Toda oscuridad, sin embargo, supone ciertos peligros: la noche autocrática suele estar cundida de trampas insospechables. La construcción de un discurso disidente desde la intelectualidad que padece la opresión entraña un ejercicio tan riesgoso que con frecuencia su autor no llega a dar testimonio de sus audiencias. Otras veces sobrevive a los asedios y tiene la fortuna de escucharse a sí mismo en diversas voces. Estos son los riesgos más obvios, pero hay otros menos evidentes.

Hay otros retos que por ocultos son aun más peligrosos. Está, por ejemplo, el riesgo del cisma entre ambos exilios al asumirse uno como el más representativo. Famosa fue la rivalidad entre las dos diásporas durante la España franquista, por citar solo un caso relativamente reciente. También se halla el peligro de creer que hay un exilio más auténtico que el otro porque ha sufrido más y, en consecuencia, ha elaborado el discurso estético más autorizado.

Ambos exilios se necesitan y desean mutuamente. Quizás pocas relaciones sean más profundas y ricas que la que viven un exiliado externo y otro interno. La completitud que se alcanza al yuxtaponer visiones diversas es un logro que tiene mucho que aportar a la producción intelectual, y como en toda relación humana los reclamos son un agua ácida que terminará desecando cualquier posibilidad de retoño. Es inadmisible que el conflicto creado interesadamente por los demiurgos del horror termine permeando la fraternidad intelectual.

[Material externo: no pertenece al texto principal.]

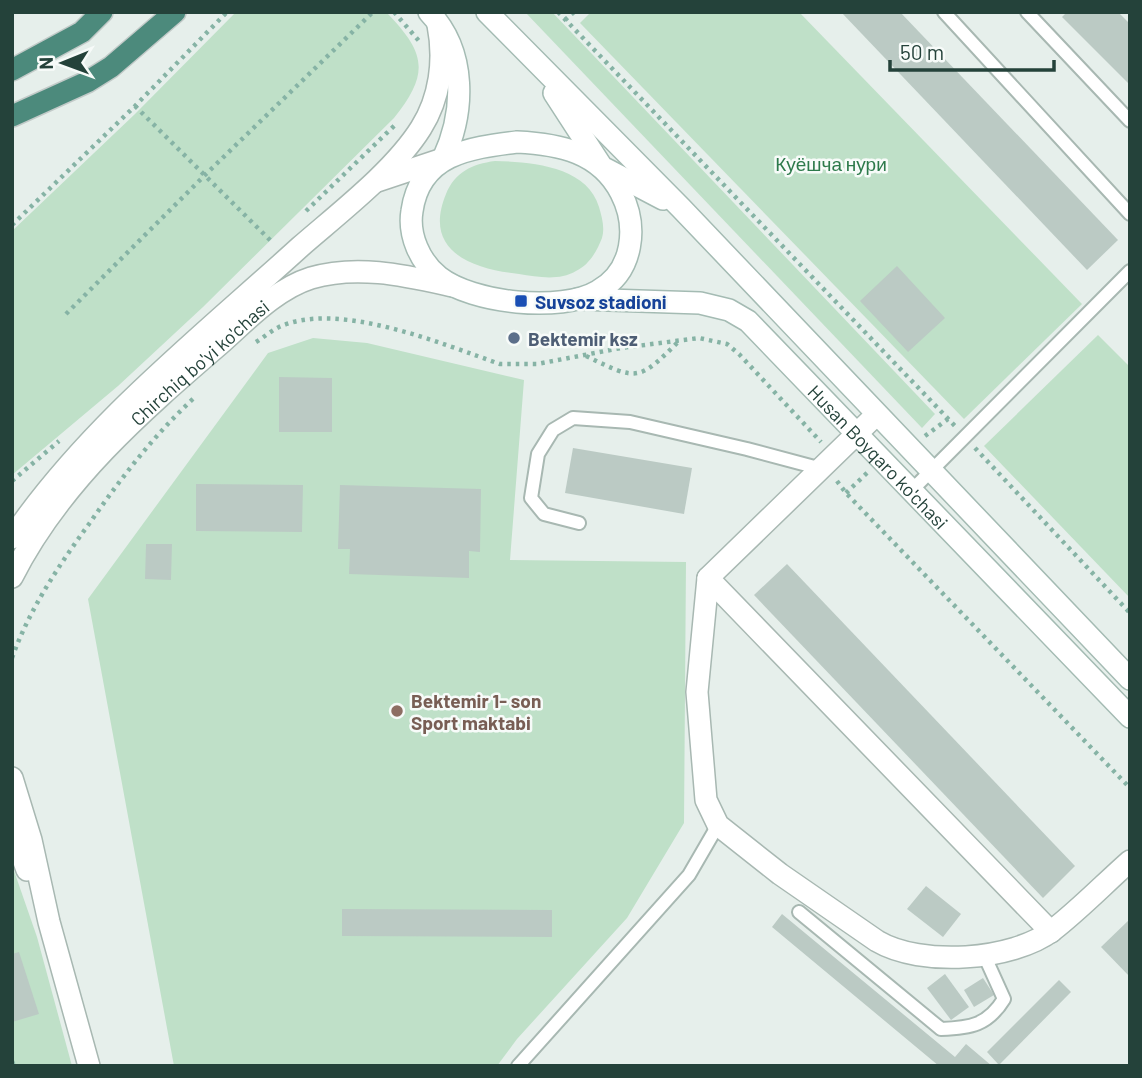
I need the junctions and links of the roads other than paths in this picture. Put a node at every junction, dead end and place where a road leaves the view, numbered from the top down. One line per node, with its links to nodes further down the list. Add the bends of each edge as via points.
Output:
1 (102, 12): 8 (highway, via 82,32)
2 (175, 12): 9 (highway, via 111,67)
3 (487, 12): 7 (street, Husan Boyqaro ko'chasi)
4 (944, 12): 15 (lane)
5 (1027, 12): 10 (lane)
6 (433, 16): 11 (street, Husan Boyqaro ko'chasi, via 454,51 459,89 454,128); 13 (street, Chirchiq bo'yi ko'chasi, via 442,63 432,107 410,144)
7 (530, 56): 12 (street, Husan Boyqaro ko'chasi); 14 (street, Husan Boyqaro ko'chasi)
8 (12, 70)
9 (12, 116)
10 (1130, 121)
11 (443, 159): 12 (street, Husan Boyqaro ko'chasi, via 478,148 526,142 574,150); 13 (street, Chirchiq bo'yi ko'chasi); 17 (street, Husan Boyqaro ko'chasi, via 420,183 411,226 426,264)
12 (602, 167): 14 (street, Husan Boyqaro ko'chasi); 18 (street, Husan Boyqaro ko'chasi, via 626,206 629,249 622,269 608,285)
13 (372, 183): 25 (street, Chirchiq bo'yi ko'chasi, via 139,393 63,471)
14 (681, 208): 19 (street, Husan Boyqaro ko'chasi)
15 (1130, 214)
16 (1130, 271): 22 (lane)
17 (456, 287): 18 (street, Husan Boyqaro ko'chasi, via 521,301); 26 (street, Chirchiq bo'yi ko'chasi, via 403,275 340,272 287,290 156,399 104,449 68,491)
18 (578, 299): 20 (street, Husan Boyqaro ko'chasi, via 671,300 729,310 748,321)
19 (876, 415): 20 (street); 22 (street, Husan Boyqaro ko'chasi)
20 (857, 434): 21 (street); 23 (street, Husan Boyqaro ko'chasi)
21 (827, 463): 24 (lane, via 630,422 573,418 553,430 538,454 531,498 544,514); 27 (street)
22 (931, 471): 23 (lane); 28 (street, Husan Boyqaro ko'chasi)
23 (912, 490): 29 (street, Husan Boyqaro ko'chasi)
24 (579, 523)
25 (12, 538)
26 (12, 578)
27 (708, 578): 31 (street, via 697,692 706,800); 36 (street)
28 (1130, 679)
29 (1130, 717)
30 (12, 778): 35 (street)
31 (718, 825): 37 (street, via 780,874 891,949 920,956); 39 (lane, via 689,875)
32 (12, 829): 35 (street)
33 (1130, 861): 36 (street)
34 (799, 912): 37 (lane, via 942,1029 965,1028 994,1015 1004,999)
35 (49, 922): 38 (street)
36 (1051, 932): 37 (street)
37 (985, 957)
38 (89, 1066)
39 (518, 1066)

El exilio es una fisura existencial, sin duda, la evidencia de que el mazazo autocrático ha fracturado la integridad del tejido social. El borde externo de esa herida está llamado a dar cuenta de su extensión, en tanto que la pared interna de la misma debe hablar de su profundidad y configuración. Uno y otro exilios tienen su propio discurso y no hay modo de que se puedan usurpar mutuamente sin alcanzar grotescamente la impostación y el fingimiento. Cuando ambos se ignoran y niegan, queda una dolorosa caricatura: la herida, entonces, es apenas un trazo risible y el dolor de miles pareciera el nebuloso fondo de una triste fábula.